Fossil Forum

chungy 2 months, 3 weeks ago

Post: /urllist page errors out with a ssh-based git remote

In a few repositories that I have set up a git export on, I have set the --autopush value to include a short ssh hostname for.

Eg, in ~/.ssh/config I have:

Host gh
HostName github.com
User git

This allows me to use URLs for git clone (or push, or fetch...) in the form of gh:user/repository.

With fossil git export --autopush gh:user/repository, I am able to use this same style of URL for synchronizing a Fossil repository to GitHub. This works fine and well, except for the /urllist page, which causes a yellow screen, a 400 HTTP response, and the message "unknown repository: gh:user/repository".

It looks to me like the function url_parse_local() in url.c doesn't know how to recognize it as a valid URL and eventually fossil_fatal is called, making the whole thing crash out. From what I'm seeing in the code, I believe it will fail also with the more common [email protected]:user/repository format of URL too, but I haven't tested that.

It looks also that in stat.c, there's an attempt to convert these into hyperlinks. Perhaps these unresolveable links should just be displayed as plain-text. The Fossil git export works because it just calls the system's git push commands and git can take care of URL parsing from that point.

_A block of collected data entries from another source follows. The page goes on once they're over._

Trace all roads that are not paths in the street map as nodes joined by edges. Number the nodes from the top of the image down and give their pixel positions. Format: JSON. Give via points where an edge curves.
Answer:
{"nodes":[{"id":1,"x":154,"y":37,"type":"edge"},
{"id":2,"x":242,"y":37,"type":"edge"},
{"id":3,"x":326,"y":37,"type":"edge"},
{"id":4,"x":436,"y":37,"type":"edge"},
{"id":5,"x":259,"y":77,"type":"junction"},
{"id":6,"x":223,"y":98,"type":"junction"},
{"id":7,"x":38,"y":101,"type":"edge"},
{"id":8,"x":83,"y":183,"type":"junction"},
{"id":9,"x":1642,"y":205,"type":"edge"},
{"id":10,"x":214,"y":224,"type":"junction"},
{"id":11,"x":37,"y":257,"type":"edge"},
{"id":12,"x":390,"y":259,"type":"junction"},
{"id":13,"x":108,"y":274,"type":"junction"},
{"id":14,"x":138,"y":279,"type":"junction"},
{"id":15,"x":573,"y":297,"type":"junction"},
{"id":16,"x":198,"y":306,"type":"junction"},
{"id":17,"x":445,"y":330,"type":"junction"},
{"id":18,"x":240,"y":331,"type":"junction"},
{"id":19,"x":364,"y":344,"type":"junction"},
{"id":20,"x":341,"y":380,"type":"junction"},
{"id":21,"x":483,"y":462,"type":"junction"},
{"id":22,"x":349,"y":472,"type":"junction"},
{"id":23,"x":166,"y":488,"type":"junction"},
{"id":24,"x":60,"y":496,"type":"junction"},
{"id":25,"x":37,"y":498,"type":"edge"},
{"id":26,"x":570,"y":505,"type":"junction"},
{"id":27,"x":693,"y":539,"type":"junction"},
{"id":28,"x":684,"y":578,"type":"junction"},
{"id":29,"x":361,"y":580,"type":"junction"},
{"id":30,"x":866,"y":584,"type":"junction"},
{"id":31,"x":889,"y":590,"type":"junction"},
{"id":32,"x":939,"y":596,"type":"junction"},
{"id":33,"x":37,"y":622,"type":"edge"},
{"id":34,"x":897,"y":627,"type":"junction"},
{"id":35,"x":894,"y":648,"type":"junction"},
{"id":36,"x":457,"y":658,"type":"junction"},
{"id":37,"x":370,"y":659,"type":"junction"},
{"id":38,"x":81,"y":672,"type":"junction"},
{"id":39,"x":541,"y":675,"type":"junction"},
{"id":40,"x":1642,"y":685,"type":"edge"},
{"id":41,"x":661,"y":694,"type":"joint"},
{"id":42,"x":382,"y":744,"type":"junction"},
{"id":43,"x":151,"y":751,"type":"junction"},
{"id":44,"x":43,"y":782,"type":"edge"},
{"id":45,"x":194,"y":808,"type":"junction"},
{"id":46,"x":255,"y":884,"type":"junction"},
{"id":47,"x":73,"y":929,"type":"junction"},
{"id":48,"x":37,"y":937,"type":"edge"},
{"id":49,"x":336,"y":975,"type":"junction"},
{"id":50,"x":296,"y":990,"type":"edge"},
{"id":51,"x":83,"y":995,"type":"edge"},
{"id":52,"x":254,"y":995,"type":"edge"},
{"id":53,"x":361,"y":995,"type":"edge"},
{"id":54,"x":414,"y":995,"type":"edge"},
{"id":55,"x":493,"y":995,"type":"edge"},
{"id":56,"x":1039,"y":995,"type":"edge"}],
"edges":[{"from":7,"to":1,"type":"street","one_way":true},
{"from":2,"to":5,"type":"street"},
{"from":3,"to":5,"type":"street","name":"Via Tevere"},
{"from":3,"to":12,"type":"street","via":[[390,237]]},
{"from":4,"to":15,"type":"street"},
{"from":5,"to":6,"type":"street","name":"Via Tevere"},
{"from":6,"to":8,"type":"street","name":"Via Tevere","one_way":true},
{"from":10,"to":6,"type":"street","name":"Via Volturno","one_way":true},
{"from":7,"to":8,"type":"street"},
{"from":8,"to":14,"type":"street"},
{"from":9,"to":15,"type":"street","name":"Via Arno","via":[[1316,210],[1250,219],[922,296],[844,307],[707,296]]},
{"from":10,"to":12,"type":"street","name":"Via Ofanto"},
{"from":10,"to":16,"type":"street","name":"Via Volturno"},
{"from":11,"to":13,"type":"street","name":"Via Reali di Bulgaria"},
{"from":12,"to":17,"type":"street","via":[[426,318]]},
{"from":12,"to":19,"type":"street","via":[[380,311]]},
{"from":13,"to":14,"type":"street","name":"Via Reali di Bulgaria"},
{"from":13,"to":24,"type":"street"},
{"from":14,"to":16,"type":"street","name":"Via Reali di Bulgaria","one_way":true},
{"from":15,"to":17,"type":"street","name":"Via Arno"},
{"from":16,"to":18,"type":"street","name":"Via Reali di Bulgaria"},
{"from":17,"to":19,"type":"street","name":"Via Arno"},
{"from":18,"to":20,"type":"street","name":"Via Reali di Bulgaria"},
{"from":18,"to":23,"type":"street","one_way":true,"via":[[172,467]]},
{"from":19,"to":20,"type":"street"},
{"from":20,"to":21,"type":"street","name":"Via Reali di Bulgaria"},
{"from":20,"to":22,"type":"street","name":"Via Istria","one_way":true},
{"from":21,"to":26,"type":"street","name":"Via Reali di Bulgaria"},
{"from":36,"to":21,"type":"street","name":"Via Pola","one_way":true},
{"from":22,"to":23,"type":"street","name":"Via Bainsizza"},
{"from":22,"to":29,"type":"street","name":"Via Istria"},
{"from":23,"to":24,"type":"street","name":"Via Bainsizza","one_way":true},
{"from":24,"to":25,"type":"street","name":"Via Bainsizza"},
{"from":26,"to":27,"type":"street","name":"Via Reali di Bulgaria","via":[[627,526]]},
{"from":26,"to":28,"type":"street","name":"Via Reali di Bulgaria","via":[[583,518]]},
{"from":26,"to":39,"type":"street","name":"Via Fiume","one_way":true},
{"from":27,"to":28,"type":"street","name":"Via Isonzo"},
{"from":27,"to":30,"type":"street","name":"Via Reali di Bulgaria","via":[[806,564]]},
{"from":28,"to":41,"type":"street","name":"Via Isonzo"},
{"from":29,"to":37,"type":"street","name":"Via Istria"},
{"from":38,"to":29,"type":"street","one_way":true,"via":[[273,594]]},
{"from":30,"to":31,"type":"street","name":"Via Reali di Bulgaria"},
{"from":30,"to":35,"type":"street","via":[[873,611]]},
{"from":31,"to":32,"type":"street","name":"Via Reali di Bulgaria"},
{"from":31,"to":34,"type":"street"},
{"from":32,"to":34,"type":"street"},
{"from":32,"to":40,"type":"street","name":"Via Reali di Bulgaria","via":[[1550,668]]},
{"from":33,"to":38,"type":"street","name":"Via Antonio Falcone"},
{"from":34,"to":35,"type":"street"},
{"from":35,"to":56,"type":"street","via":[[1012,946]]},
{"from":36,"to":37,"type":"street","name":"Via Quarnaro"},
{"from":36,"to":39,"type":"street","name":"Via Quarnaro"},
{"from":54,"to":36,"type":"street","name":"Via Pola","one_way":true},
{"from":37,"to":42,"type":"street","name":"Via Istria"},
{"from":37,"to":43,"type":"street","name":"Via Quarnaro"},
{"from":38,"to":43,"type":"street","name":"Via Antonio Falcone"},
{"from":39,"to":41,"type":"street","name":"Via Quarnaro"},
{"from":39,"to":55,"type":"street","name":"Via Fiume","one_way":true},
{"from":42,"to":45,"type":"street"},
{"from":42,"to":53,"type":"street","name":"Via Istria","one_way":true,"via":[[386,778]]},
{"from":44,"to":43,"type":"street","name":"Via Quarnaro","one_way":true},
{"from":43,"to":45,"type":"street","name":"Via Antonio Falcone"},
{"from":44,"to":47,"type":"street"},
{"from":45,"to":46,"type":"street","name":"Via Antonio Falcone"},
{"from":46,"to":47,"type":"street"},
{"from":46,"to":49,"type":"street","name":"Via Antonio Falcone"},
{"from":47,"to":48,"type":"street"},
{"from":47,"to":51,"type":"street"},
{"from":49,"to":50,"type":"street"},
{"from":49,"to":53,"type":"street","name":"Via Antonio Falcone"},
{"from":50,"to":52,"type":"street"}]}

andybradford 2 months, 3 weeks ago

Have you tried using the full URL form of "ssh://gh:user/repository"

fossil git export --autopush ssh://gh:user/repository

One could argue that there may be a bug in the "git export" command in that it is not rejecting the URL that you give it when it doesn't have a scheme/protocol. Yes, it is blindly passing it to the "git push" command, but should it?

chungy 2 months, 3 weeks ago

I didn't consider using that form of URL. It does seem to change the behavior of the /urllist page, but there is a new error: “url missing '/' after port number”

It doesn't like the “:user” part :) Z c9769

andybradford 2 months, 3 weeks ago

It doesn't like the “:user” part

Of course, I failed to understand what you were trying to do here. Perhaps what you really want is:

fossil git export --autopush ssh://gh/user/repository

Does that work? Z 3

chungy 2 months, 3 weeks ago

No, that would not work. It transitions the server call into beginning at the root rather than the git user's home directory.

This is pretty standard SSH syntax: [host]:[path]

andybradford 2 months, 3 weeks ago

No, that would not work.

Did you try it?

As for should it work, that kind of depends I suppose on interpretation.

When you're using any of the SSH URL schemes, "scp://", "sftp://", and arguably "ssh://" relative vs absolute takes on a different meaning. Observe:

$ ls /tmp/test.txt /tmp/test.txt

$ sftp sftp://localhost/tmp/test.txt Connected to localhost. File "/home/user/tmp/test.txt" not found. Connection closed.

Notice that it did NOT treat "tmp/test.txt" as absolute path beginning at / but instead interpreted it as a relative path starting in my user's home directory. To get an absolute path using the sftp:// scheme, one must use 2 slashes:

$ sftp sftp://localhost//tmp/test.txt Connected to localhost. Fetching /tmp/test.txt to test.txt Connection closed.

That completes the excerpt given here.